Sunday, July 27, 2025

Grape Tomatoes & Fresh Mozzarella Pasta


I like my pasta dishes light with fresh ingredients, such as this one featuring a medley of grape tomatoes and fresh Mozzarella cheese.  Fresh Mozzarella is a delicately flavoured cheese which comes in a white ball and kept in water or brine.  Traditionally made in Southern Italy from the milk of water buffaloes, it is made with cow's milk in Australia.   They might be a little expensive to buy but you don't need much to give a pasty dish a tasty twist with their subtle tang and creamy texture.  

Serves 2


INGREDIENTS
  • 150g / 5¼oz dried fusilli pasta
  • 150g / 5¼oz fresh Mozzarella cheese, in room temperature
  • 350g / 12oz grape or cherry tomatoes, larger ones sliced in half
  • 1 French shallot, finely sliced
  • 2 garlic cloves, finely chopped
  • 2 tablespoons butter
  • 3 tablespoons extra virgin olive oil
  • ½ teaspoon sea salt
  • ¼ cup grated Parmesan cheese
  • 2 tablespoons flat-leaf parsley or basil leaves, finely chopped, for garnishing

METHOD
  1. Bring a medium saucepan of water to boil with a good pinch of salt.  Add fusilli and cook according to package directions until they are al dente (tender but firm with a little bite).

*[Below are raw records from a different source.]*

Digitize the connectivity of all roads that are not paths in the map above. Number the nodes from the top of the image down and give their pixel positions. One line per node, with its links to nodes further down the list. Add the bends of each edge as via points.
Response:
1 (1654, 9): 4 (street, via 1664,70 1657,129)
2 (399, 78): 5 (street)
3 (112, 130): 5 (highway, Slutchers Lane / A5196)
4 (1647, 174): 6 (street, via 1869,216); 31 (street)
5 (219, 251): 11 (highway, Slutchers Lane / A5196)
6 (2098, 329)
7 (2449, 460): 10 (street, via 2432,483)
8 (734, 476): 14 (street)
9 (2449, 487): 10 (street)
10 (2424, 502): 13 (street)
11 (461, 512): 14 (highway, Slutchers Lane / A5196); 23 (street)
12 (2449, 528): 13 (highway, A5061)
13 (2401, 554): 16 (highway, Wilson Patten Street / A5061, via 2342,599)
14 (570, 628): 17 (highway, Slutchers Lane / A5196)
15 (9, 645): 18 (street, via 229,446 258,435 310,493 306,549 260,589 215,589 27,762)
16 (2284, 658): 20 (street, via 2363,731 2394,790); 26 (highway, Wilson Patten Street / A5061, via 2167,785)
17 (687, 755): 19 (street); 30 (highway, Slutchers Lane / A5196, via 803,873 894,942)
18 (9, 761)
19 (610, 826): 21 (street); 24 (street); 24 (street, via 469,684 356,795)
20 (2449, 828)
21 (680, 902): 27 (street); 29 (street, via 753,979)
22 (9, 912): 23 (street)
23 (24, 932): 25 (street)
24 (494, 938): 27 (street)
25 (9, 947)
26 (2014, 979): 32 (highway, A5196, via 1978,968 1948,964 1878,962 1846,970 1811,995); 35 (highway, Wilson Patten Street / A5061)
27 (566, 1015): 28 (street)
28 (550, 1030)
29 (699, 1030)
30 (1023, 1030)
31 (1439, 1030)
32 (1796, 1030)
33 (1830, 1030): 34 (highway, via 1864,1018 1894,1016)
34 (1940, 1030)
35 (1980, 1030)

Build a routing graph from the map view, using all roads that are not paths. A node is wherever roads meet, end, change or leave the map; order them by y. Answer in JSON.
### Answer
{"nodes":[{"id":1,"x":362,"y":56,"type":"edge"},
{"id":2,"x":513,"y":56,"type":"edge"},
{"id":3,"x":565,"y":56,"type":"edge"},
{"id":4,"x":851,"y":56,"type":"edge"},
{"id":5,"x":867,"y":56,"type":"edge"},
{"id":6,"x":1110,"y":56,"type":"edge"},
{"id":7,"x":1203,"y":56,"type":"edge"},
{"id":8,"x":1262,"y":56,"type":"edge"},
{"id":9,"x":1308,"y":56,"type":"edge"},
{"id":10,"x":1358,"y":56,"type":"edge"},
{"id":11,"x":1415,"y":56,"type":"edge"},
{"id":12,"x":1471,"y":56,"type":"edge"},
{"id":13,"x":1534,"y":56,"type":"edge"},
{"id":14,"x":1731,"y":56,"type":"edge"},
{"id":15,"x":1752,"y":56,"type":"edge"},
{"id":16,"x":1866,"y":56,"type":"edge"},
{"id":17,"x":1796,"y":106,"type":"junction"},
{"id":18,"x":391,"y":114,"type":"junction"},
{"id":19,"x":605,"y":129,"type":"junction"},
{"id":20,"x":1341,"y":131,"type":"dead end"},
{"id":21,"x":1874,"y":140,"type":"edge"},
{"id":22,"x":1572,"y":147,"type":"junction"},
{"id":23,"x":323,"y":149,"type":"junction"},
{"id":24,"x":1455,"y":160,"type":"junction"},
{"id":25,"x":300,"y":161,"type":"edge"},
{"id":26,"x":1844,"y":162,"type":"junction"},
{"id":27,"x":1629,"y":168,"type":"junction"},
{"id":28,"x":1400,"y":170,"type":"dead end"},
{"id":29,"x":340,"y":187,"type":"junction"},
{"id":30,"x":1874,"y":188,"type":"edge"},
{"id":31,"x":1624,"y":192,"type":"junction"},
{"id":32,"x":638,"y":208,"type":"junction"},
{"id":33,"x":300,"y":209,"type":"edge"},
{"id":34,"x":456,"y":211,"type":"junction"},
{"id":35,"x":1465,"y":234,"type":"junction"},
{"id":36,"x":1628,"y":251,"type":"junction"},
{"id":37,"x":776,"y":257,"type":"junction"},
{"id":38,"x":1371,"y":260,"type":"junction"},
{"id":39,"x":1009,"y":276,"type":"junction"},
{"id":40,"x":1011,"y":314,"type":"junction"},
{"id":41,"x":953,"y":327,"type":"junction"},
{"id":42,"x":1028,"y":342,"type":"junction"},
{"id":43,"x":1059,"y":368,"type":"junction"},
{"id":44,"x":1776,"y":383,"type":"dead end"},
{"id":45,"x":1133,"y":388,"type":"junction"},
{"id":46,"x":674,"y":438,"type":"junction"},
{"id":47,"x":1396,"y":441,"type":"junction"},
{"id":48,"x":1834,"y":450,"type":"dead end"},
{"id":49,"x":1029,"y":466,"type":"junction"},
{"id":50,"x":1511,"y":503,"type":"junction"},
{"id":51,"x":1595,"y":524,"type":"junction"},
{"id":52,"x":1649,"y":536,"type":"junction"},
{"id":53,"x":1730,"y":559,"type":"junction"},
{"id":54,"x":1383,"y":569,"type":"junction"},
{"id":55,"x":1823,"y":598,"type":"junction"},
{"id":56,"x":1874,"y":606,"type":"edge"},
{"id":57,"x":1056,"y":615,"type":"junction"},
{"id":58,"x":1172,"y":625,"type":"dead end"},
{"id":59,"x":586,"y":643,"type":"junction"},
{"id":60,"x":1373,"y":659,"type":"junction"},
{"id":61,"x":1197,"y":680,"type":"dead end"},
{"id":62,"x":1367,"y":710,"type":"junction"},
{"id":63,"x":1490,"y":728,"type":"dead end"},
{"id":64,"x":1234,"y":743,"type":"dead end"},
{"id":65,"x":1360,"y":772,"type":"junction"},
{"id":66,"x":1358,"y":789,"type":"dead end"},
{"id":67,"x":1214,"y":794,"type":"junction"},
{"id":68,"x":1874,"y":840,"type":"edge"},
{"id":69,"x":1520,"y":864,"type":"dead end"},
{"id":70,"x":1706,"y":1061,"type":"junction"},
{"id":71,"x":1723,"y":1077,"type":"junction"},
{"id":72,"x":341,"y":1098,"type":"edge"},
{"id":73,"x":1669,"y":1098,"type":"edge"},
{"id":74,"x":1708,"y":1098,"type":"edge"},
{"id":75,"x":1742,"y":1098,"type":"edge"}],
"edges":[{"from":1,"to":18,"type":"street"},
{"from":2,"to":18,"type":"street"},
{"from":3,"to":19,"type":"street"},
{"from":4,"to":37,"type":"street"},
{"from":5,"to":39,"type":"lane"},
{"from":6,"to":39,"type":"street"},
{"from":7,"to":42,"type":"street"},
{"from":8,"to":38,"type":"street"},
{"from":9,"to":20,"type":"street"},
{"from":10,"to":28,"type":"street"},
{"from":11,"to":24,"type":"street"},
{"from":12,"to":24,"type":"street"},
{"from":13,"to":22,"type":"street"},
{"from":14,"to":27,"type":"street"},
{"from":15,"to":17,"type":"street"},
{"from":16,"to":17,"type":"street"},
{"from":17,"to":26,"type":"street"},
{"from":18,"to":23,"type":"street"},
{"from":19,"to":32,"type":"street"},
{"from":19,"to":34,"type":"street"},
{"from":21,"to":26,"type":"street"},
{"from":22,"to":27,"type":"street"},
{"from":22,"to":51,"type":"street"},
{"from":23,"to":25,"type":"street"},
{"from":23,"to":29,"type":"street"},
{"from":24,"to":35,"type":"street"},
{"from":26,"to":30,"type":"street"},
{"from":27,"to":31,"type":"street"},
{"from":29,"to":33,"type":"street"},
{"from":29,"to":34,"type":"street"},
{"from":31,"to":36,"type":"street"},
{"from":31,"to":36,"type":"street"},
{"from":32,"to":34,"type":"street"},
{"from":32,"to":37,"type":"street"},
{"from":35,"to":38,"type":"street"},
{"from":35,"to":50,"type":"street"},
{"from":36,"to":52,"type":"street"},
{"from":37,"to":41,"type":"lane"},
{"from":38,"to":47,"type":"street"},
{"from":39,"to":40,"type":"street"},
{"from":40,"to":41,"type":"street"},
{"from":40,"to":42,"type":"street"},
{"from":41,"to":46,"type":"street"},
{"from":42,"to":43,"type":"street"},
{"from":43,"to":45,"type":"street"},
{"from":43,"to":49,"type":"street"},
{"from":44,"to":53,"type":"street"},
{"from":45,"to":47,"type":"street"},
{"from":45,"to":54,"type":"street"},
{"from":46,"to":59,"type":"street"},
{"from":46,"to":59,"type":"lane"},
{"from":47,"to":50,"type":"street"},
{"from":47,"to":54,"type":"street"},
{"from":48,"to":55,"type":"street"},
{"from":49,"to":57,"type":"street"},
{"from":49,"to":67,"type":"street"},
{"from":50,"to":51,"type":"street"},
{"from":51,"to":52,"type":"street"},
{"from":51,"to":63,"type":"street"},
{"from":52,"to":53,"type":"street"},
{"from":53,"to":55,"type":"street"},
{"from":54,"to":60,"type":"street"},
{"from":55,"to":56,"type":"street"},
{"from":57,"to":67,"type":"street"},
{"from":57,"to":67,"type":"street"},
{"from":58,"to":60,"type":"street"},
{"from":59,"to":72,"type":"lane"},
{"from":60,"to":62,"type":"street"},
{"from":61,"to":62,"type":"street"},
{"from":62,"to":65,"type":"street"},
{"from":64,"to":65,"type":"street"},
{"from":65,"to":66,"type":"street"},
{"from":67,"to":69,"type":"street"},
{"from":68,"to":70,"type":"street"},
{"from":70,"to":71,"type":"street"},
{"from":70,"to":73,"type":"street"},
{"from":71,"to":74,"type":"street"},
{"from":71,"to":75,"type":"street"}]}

Drain the pasta in a colander and retain ¼ cup of the cooking water. 
  2. Drain Mozzarella.  Slice or torn into bite-size chunks.  Set aside.
  3. Heat 2 tablespoons oil and butter in a medium frying pan over medium heat.  Add shallots and sauté for 1 minute until softened.  Add tomatoes, garlic and salt.  Reduce heat slightly and sauté for about 8 minutes or until the tomatoes burst and a sauce is forming.
  4. Add the pasta and the reserved cooking water to the sauce.  Give it a good toss to coat in the sauce.
  5. Sprinkle over the grated Parmesan cheese, then place the Mozzarella chunks on top of the pasta randomly.  
  6. Drizzle the remaining tablespoon of oil over the pasta.  Garnish with chopped parsley or basil. Serve warm.